Synthesis, structure, and biological activity of ferrocenyl carbohydrate conjugates

Ferreira CL; Ewart CB; Barta CA; Little S; Yardley V; Martins C; Polishchuk E; Smith PJ; Moss JR; Merkel M; Adam MJ; Orvig C

Inorganic Chemistry, Vol.45, No.20, 8414-8422, 2006

Ferreira CL, Ewart CB, Barta CA, Little S, Yardley V, Martins C, Polishchuk E, Smith PJ, Moss JR, Merkel M, Adam MJ, Orvig C

Seven ferrocenyl carbohydrate conjugates were synthesized. Coupling reactions of monosaccharide derivatives with ferrocene carbonyl chloride produced {6-N-(methyl 2,3,4-tri-O-acetyl-6-amino-6-deoxy-R-D-glucopyranoside)}1- ferrocene carboxamide (3), {1-O-(2,3,4,6-tetra-O-benzyl-D-glucopyranose)}-1-ferrocene carboxylate (4), and {6O-(1,2,3,4-tetra-O-acetyl-beta-D-glucopyranose)}-1-ferrocene carboxylate (5).

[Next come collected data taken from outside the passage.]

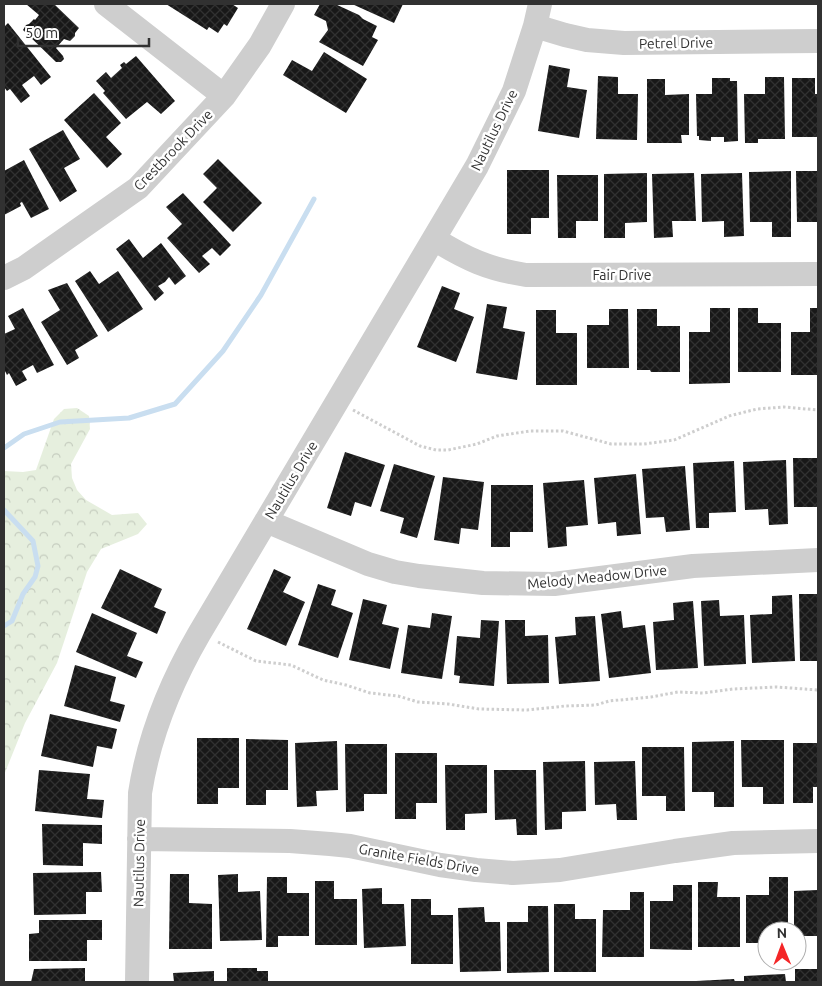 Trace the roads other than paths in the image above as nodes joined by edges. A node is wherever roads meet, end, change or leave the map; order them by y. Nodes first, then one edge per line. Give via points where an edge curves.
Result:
1 (106, 4) edge
2 (282, 4) edge
3 (538, 15) edge
4 (818, 42) edge
5 (224, 96) junction
6 (434, 239) junction
7 (818, 274) edge
8 (4, 278) edge
9 (266, 522) junction
10 (818, 560) edge
11 (139, 839) junction
12 (818, 841) edge
13 (137, 982) edge

1 - 5 street
2 - 5 street, Crestbrook Drive via 260,45
3 - 4 street, Petrel Drive via 587,40 624,43
3 - 6 street, Nautilus Drive via 514,91 477,166
5 - 8 street, Crestbrook Drive via 138,188 24,268
6 - 7 street, Fair Drive via 476,263 526,275
6 - 9 street, Nautilus Drive
9 - 10 street, Melody Meadow Drive via 377,567 444,580 483,583 554,584 693,566
9 - 11 street, Nautilus Drive via 187,654 161,712 145,764 140,793
11 - 12 street, Granite Fields Drive via 350,846 440,865 512,872 560,870 733,843
11 - 13 street, Nautilus Drive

Similarly, 1,1'-bis(carbonyl chloride)ferrocene was coupled with the appropriate sugars to produce the disubstituted analogues bis {6-N-(methyl 2,3,4-tri- O-acetyl-6-amino-6-deoxy-R-D-glucopyranoside)}-1,1'-ferrocene carboxamide (8), bis {1-O-(2,3,4,6-tetra-O-benzyl-D-glucopyranose)}- 1,1'-ferrocene carboxylate (9), and bis {6-O-(1,2,3,4-tetra-O-acetyl-beta-D-glucopyranose)}- 1,1'-ferrocene carboxylate (10). {6-N-(Methyl-6-amino-6-deoxy-R-D-glucopyranoside)}-1-ferrocene carboxamide monohydrate (12) was synthesized via amide coupling of an activated ferrocenyl ester with the corresponding carbohydrate. All compounds were characterized by elemental analysis, H-1 NMR spectroscopy, and mass spectrometry. X-ray crystallography confirmed the solid-state structure of three ferrocenyl carbohydrate conjugates: 2-N-(1,3,4,6-tetra-O-acetyl-2-amino-2-deoxy-D-glucopyranose)-1-ferrocene carboxamide (1), 1-S-(2,3,4,6-tetra-O-acetyl-1-deoxy-1-thio-D-glucopyranose)-1-ferrocene carboxylate (2), and 12. The above compounds, along with bis {2-N- ( 1,3,4,6-tetra-O-acetyl-2-amino-2-deoxy-D-glucopyranose)}-1,1'-ferrocene carboxamide (6), bis {1- S- (2,3,4,6-tetra-O- acetyl-1-deoxy-1-thio-D-glucopyranose)}- 1,1'-ferrocene carboxylate (7), and 2-N-(2-amino-2-deoxy-D-glucopyranose)-1-ferrocene carboxamide (11) were examined for cytotoxicity in cell lines (L1210 and HTB-129) and for antimalarial activity in Plasmodium falciparum strains (D10, 3D7, and K1, a chloroquine- resistant strain). In general, the compounds were nontoxic in the human cell line tested (HTB-129), and compounds 4, 7, and 9 showed moderate antimalarial activity in one or more of the P. falciparum strains.